From Sandra
To B or not to B
In his book, Leokadiya Kashperova: Biography, ‘Memoirs’, and ‘Recollections of Anton Rubinstein’ , Graham Griffiths notes that Kashperova seemed to attach meaning to a sequence of 4 pitches (B-A-C-B), quoted from her song “Night Prayer”. She used this sequence as a motif in her final piano trio, a piano trio that he describes as “a defiant and profoundly philosophical statement.” (p. 37)
Interestingly, before we read this passage, Alyssa began to notice that the note B seemed to have significant meaning in the intense lament of the cello in the third movement. Once we noticed it there, we began to notice it being used significantly in all the movements, in both instruments. For example, we noticed that every movement starts on a B (in the case of the last movement, it is the theme that starts on a B, after a short introduction.)
In this short post I would like to point out three of the moments of significance where it is very evident in the piano part.
Bars 8 – 11 of the first movement are repeated in the repeat after the first ending, and then again from bar 159- 162. In this short passage of 4 bars, the note B gets threaded through the piano part like a multi-octave pedal tone. It starts with beat 3 of the first bar in bass clef, then is handed off to beat 1 in the right, then beat 2 in the left, then beat 2 of the third bar in the left, beat 4 of the third bar in the right, then ending on beat three of bar 4.
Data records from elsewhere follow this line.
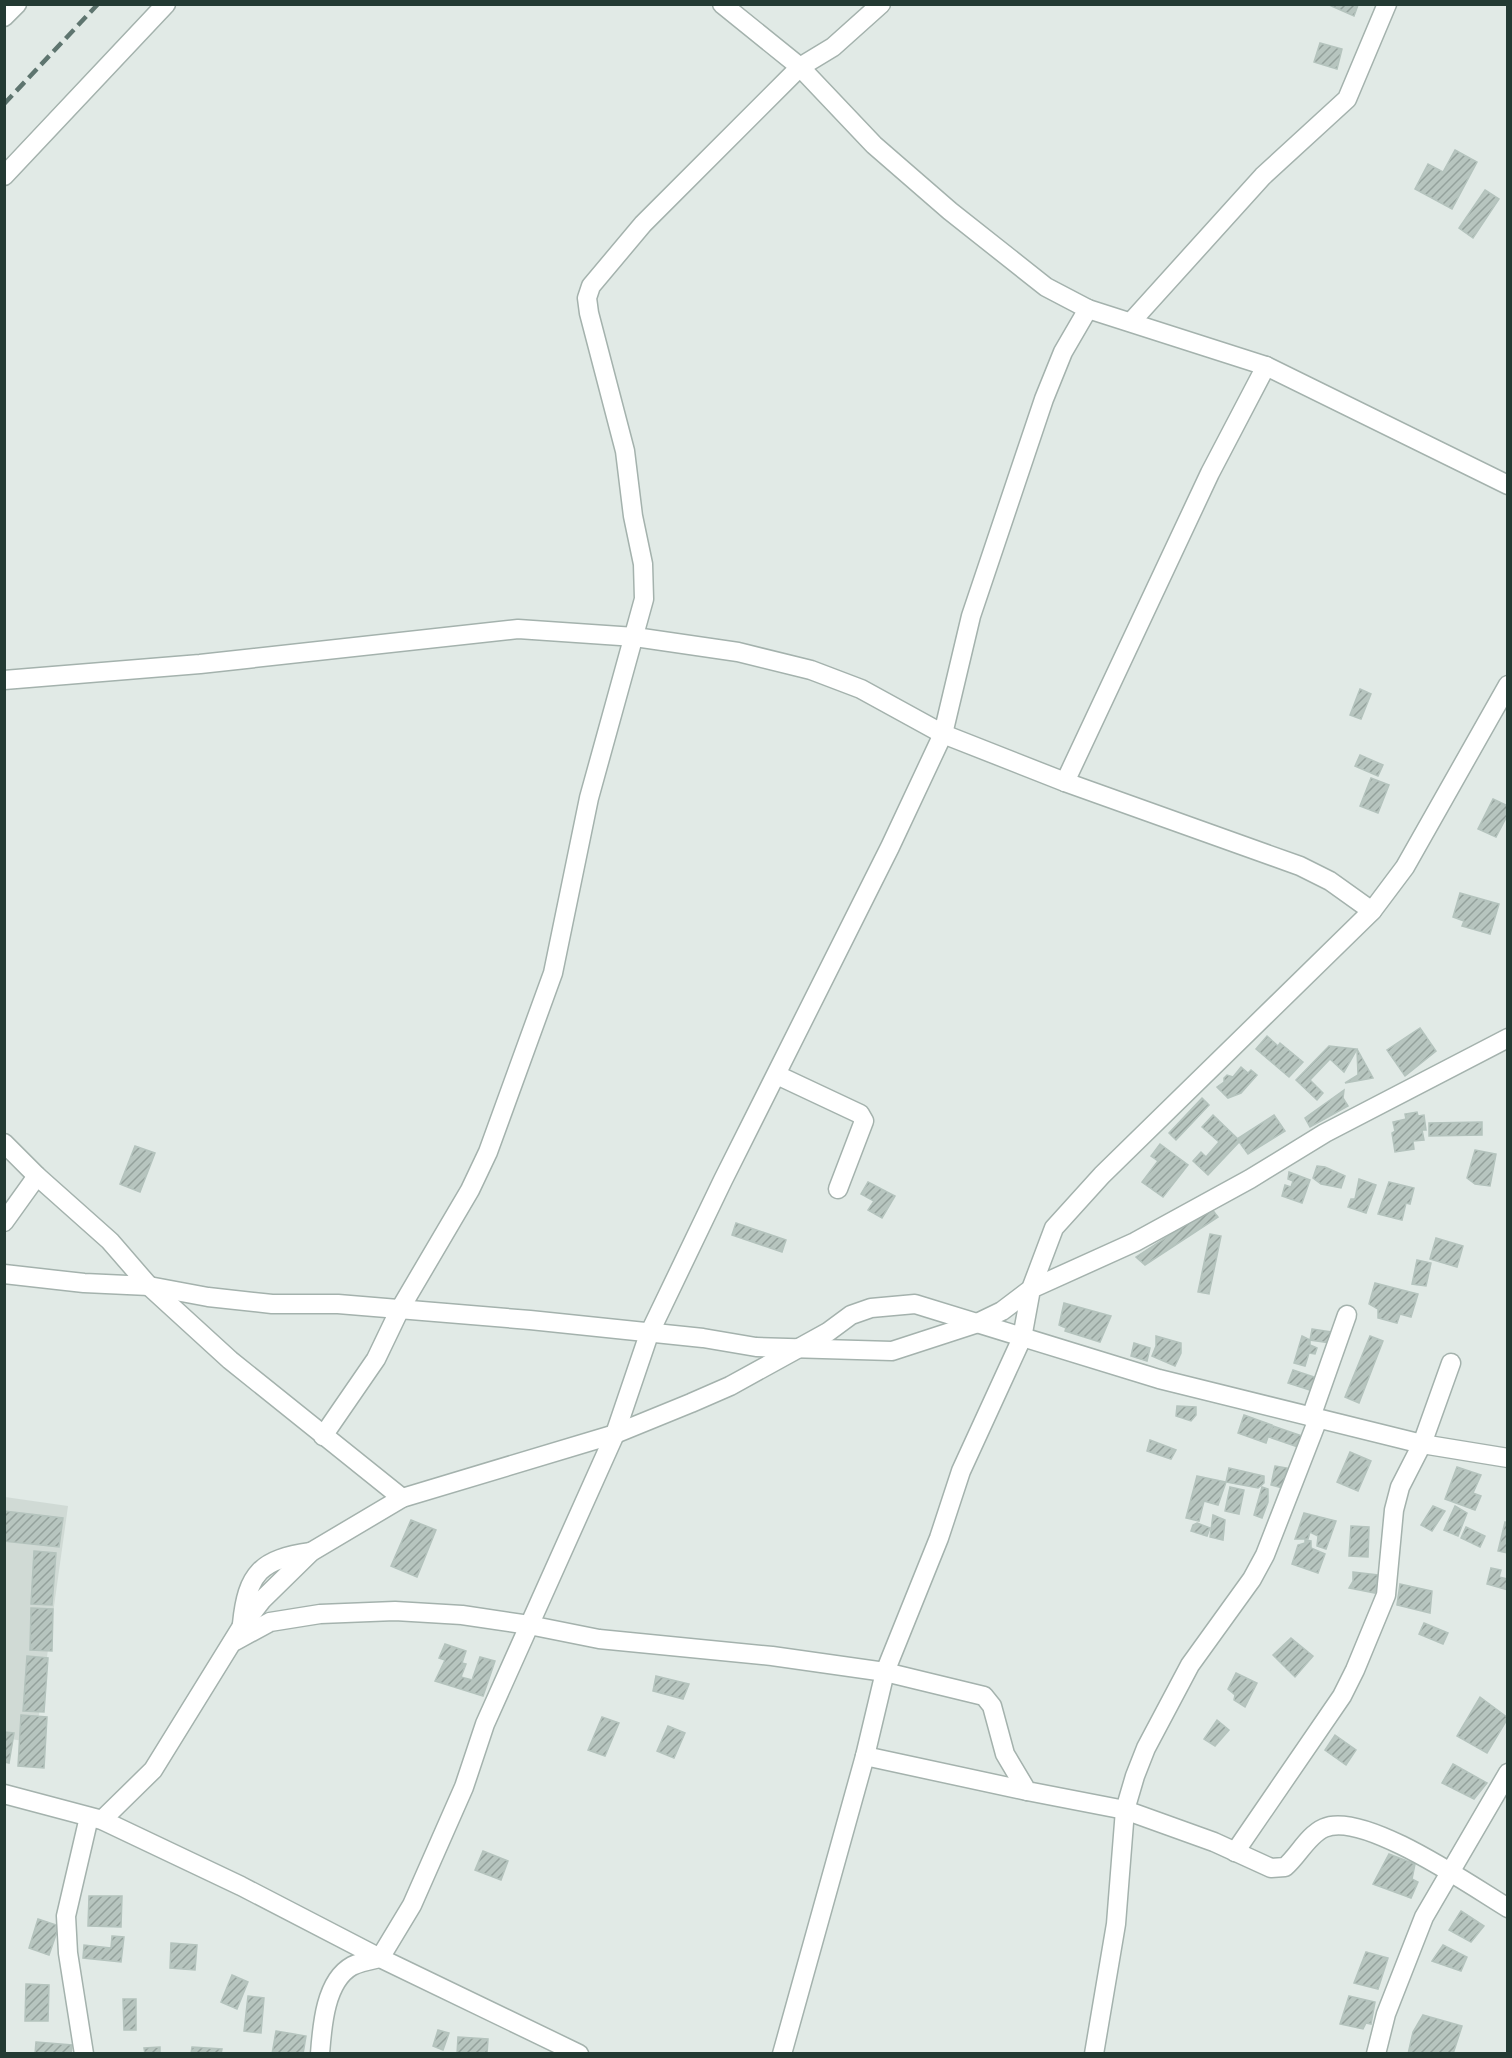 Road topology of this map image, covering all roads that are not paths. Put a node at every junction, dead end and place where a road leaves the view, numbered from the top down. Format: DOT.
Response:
graph roads {
  1 [pos="17,4"];
  2 [pos="166,4"];
  3 [pos="722,4"];
  4 [pos="881,4"];
  5 [pos="1387,4"];
  6 [pos="4,17"];
  7 [pos="800,67"];
  8 [pos="4,176"];
  9 [pos="1088,309"];
  10 [pos="1131,322"];
  11 [pos="1266,366"];
  12 [pos="1508,485"];
  13 [pos="635,637"];
  14 [pos="4,680"];
  15 [pos="1508,685"];
  16 [pos="943,734"];
  17 [pos="1065,782"];
  18 [pos="1372,911"];
  19 [pos="1508,1038"];
  20 [pos="777,1075"];
  21 [pos="4,1143"];
  22 [pos="37,1176"];
  23 [pos="838,1189"];
  24 [pos="4,1222"];
  25 [pos="4,1274"];
  26 [pos="149,1286"];
  27 [pos="1031,1289"];
  28 [pos="400,1309"];
  29 [pos="1347,1315"];
  30 [pos="975,1324"];
  31 [pos="649,1334"];
  32 [pos="1022,1338"];
  33 [pos="795,1350"];
  34 [pos="1451,1364"];
  35 [pos="1315,1418"];
  36 [pos="615,1434"];
  37 [pos="323,1436"];
  38 [pos="1422,1444"];
  39 [pos="1508,1458"];
  40 [pos="402,1498"];
  41 [pos="529,1625"];
  42 [pos="237,1634"];
  43 [pos="885,1672"];
  44 [pos="865,1756"];
  45 [pos="1508,1773"];
  46 [pos="1027,1791"];
  47 [pos="4,1794"];
  48 [pos="1125,1810"];
  49 [pos="95,1819"];
  50 [pos="1236,1852"];
  51 [pos="1450,1871"];
  52 [pos="1508,1908"];
  53 [pos="380,1958"];
  54 [pos="84,2054"];
  55 [pos="320,2054"];
  56 [pos="579,2054"];
  57 [pos="782,2054"];
  58 [pos="1094,2054"];
  59 [pos="1376,2054"];
  1 -- 6 [label="street"];
  2 -- 8 [label="street"];
  3 -- 7 [label="street"];
  4 -- 7 [label="street"];
  5 -- 10 [label="street"];
  7 -- 9 [label="street"];
  7 -- 13 [label="street"];
  9 -- 10 [label="street"];
  9 -- 16 [label="street"];
  10 -- 11 [label="street"];
  11 -- 12 [label="street"];
  11 -- 17 [label="street"];
  13 -- 14 [label="street"];
  13 -- 16 [label="street"];
  13 -- 28 [label="street"];
  15 -- 18 [label="street"];
  16 -- 17 [label="street"];
  16 -- 20 [label="street"];
  17 -- 18 [label="street"];
  18 -- 27 [label="street"];
  19 -- 27 [label="street"];
  20 -- 23 [label="street"];
  20 -- 31 [label="street"];
  21 -- 22 [label="street"];
  22 -- 24 [label="street"];
  22 -- 26 [label="street"];
  25 -- 26 [label="street"];
  26 -- 28 [label="street"];
  26 -- 37 [label="street"];
  27 -- 30 [label="street"];
  27 -- 32 [label="street"];
  28 -- 31 [label="street"];
  28 -- 37 [label="street"];
  29 -- 35 [label="street"];
  30 -- 32 [label="street"];
  30 -- 33 [label="street"];
  30 -- 33 [label="street"];
  31 -- 33 [label="street"];
  31 -- 36 [label="street"];
  32 -- 35 [label="street"];
  32 -- 43 [label="street"];
  33 -- 36 [label="street"];
  34 -- 38 [label="street"];
  35 -- 38 [label="street"];
  35 -- 48 [label="street"];
  36 -- 40 [label="street"];
  36 -- 41 [label="street"];
  37 -- 40 [label="street"];
  38 -- 39 [label="street"];
  38 -- 50 [label="street"];
  40 -- 42 [label="street"];
  41 -- 42 [label="street"];
  41 -- 43 [label="street"];
  41 -- 53 [label="street"];
  42 -- 49 [label="street"];
  43 -- 44 [label="street"];
  43 -- 46 [label="street"];
  44 -- 46 [label="street"];
  44 -- 57 [label="street"];
  45 -- 51 [label="street"];
  46 -- 48 [label="street"];
  47 -- 49 [label="street"];
  48 -- 50 [label="street"];
  48 -- 58 [label="street"];
  49 -- 53 [label="street"];
  49 -- 54 [label="street"];
  50 -- 51 [label="street"];
  51 -- 52 [label="street"];
  51 -- 59 [label="street"];
  53 -- 55 [label="street"];
  53 -- 56 [label="street"];
}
A little more obvious is the penultimate chord of the third movement, which is too large to play all the notes at once and so has the top note (B) separated from the rest of the chord and played by the left hand. Kashperova does not make it apparent how she wants that chord managed. It would be easy to assume that it should be rolled. But even before we noticed the significance of the B, I felt that the top note of that chord was meant to stand alone, like a little gleam of light and hope, and so, copying the grace notes of the two preceding half note chords, I decided to play the bottom notes of the penultimate chord together as a ‘grace note’ to the top note, the B. I have no way of knowing if this is what Kashperova wanted, but I feel like if she wanted it rolled, that would have been easy for her to indicate, and I’m pretty sure that B is supposed to stand out. It is meant to mean something.
And then there is the very obvious opening of the third movement as well. The piano starts with a forte ascending octave leap from B to B, like a call to arms. This introduces a subdued and somber theme of ‘trudging’ quarter notes that descend repetitively in each of the four opening bars to land on….you guessed it…. B.